Not understanding why I can't get the following (various attempts) at a dependency working?

Porcupine · October 7, 2021, 6:31am

I’ve been having difficulties creating a dependency, and I can’t help but think there’s something wrong with my general way of going about it. Here’s a bit of backstory:

I’m trying to monitor some optics on DWDM units. Each path ends up being 4x optics (RX/TX on each), across two devices (location1/location2). I ended up splitting each channel to be monitored into its own make-belief host, which allowed the integrating of the two actual hosts (for path visibility/clarity), but also to allow granting visibility to impacted parties and lock them to viewing their channels VIA Icinga Web 2.

Alerting is where it’s all falling apart though. It’s normal for various elements in a channel to go down, when either end-point gets unplugged. We don’t want to see alerts go out when a user downs their respective endpoint for maintenance/whatnot, so we want to silence various alerts if either endpoint go down. After a slew of trial and error, I’ve broken down to just a dead basic dependency (which I can see taken/action/etc. by running icinga2 in debug mode), yet alerts go out no matter what. Config looks something like this:

object HostGroup “dwdm1-ch28” {
display_name = “DWDM1 - Channel 28”
}

object Host “dwdm1-ch28” {
import “template-network-host”
display_name = “Network: DWDM1-Channel 28”
address = “127.0.0.1”
groups = [ “dwdm1-ch28” ]
}

apply Dependency “dwdm1-tor1-ch28” to Service {
parent_service_name = “tor1.2-RX”
states = [ OK ]
disable_notifications = true
assign where service.name == “tor1.1-RX”
}

apply Notification “mail-service-notification-dwdm1-ch28” to Service {
import “mail-service-notification”
user_groups = [ “dwdm1-channel28-admins” ]
interval = 5m
assign where host.name == “dwdm1-ch28”
ignore where host.name == “dwdm1-ch28” && ( service.name == “tor1.2-RX” || service.name == “tor2.2-RX” )
}

[service checks configured below, all work as expected]

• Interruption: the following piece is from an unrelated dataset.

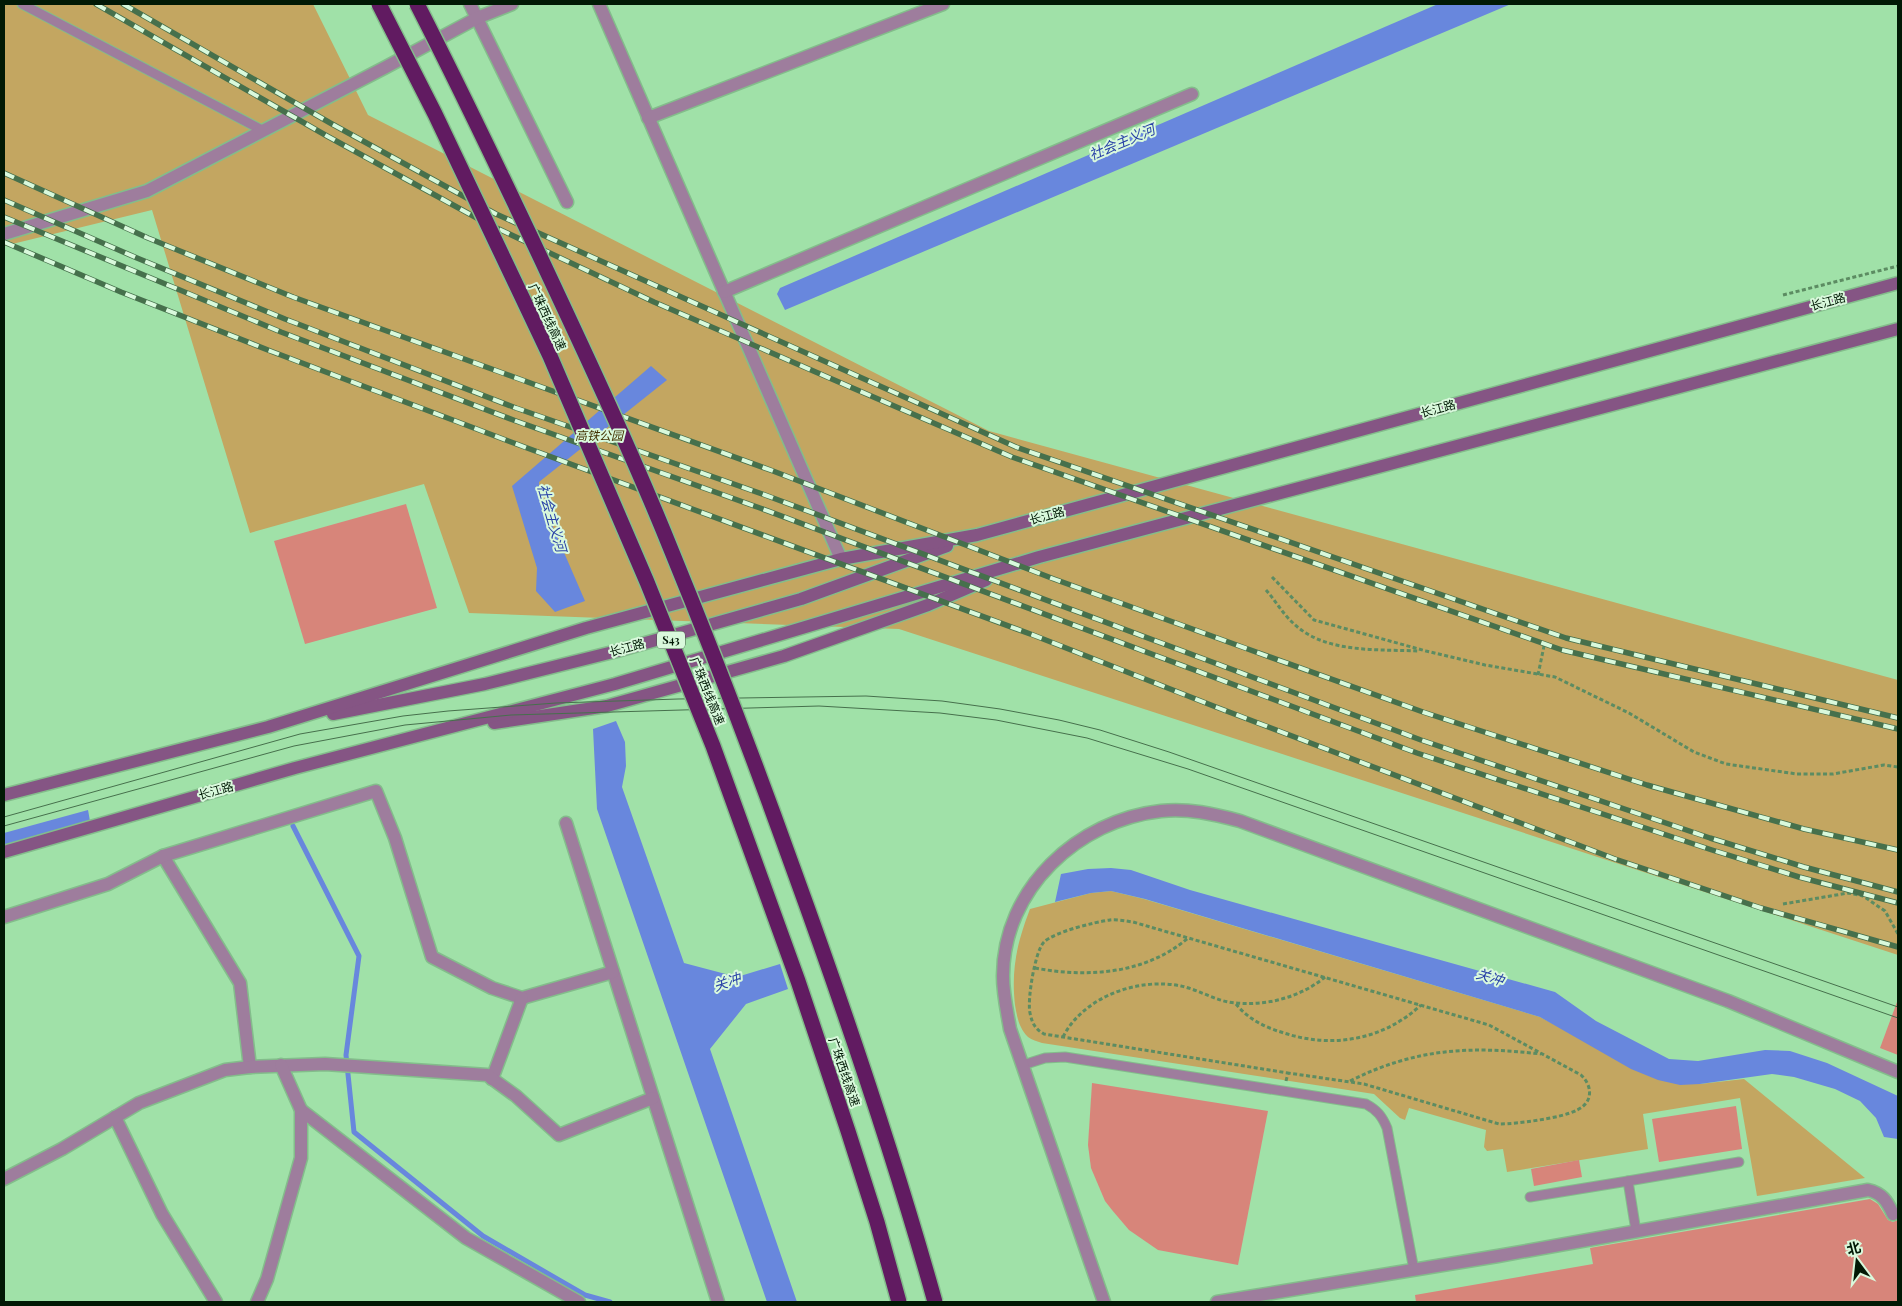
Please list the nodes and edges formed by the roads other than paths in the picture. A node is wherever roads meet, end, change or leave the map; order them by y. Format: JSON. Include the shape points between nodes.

In the above example, there are 8 services, with the following states (entirely static, since it’s a test channel ATM):

tor1.1-RX [Critical]
tor1.1-TX [Ok]
tor1.2-RX [Critical]
tor1.2-TX [Ok]
tor2.1-RX [Critical]
tor2.1-TX [Ok]
tor2.2-RX [Ok]
tor2.2-TX [Ok]

The tor1.2-RX, and tor2.2-RX are the variables we want to be dependent on, if either are down, anything else can be down and it’d be potentially normal. As you’ll notice, I’m only testing on single dependency, against a single variable, etc. (I’ve dumbed it down as far as I could assuming I made mistakes, just trying to get ANY results to work back from, to no avail).

My understanding is that the dependency should trigger the “reachability” of the “tor1.1-RX” service to be unreachable, and notifications for said service should cease once its unreachable. When watching that service VIA icingaweb2, I see the reachability flag flip perpetually between green/reachable, and red/unreachable ~2x/minute, but I have no idea why it’s getting set back to reachable. The dependency success/fail status (depending on my testing parameters) is constant in the debug log.

Is this broken because the service dependency has the same host for parent and child? Is there some flaw in the logic? I’ve tried dozens of combinations at this point, but the only constant is that alerts continue no matter what, regardless of any dependency status/etc.

What am I doing wrong? Anyone?

Porcupine · October 8, 2021, 9:37pm

For anyone curious, I’ve figured it out:

I hadn’t seen that Icinga2 changed how dependencies are handled for services earlier this year (any passing dependency overwrites all failing dependencies, resulting in a service’s state being reachable if any individual dependency tied to it passes).

There was a conflicting [general network] dependency in this case, that another administrator accidentally tied to services (trying to idiot proof things, by tying the dependency to both hosts and services, not knowing that service dependencies were intrinsically tied to their hosts). This is why I kept seeing the reachable flag flip between red/green a few times a minute, as the two sets of dependencies acted upon the respective services.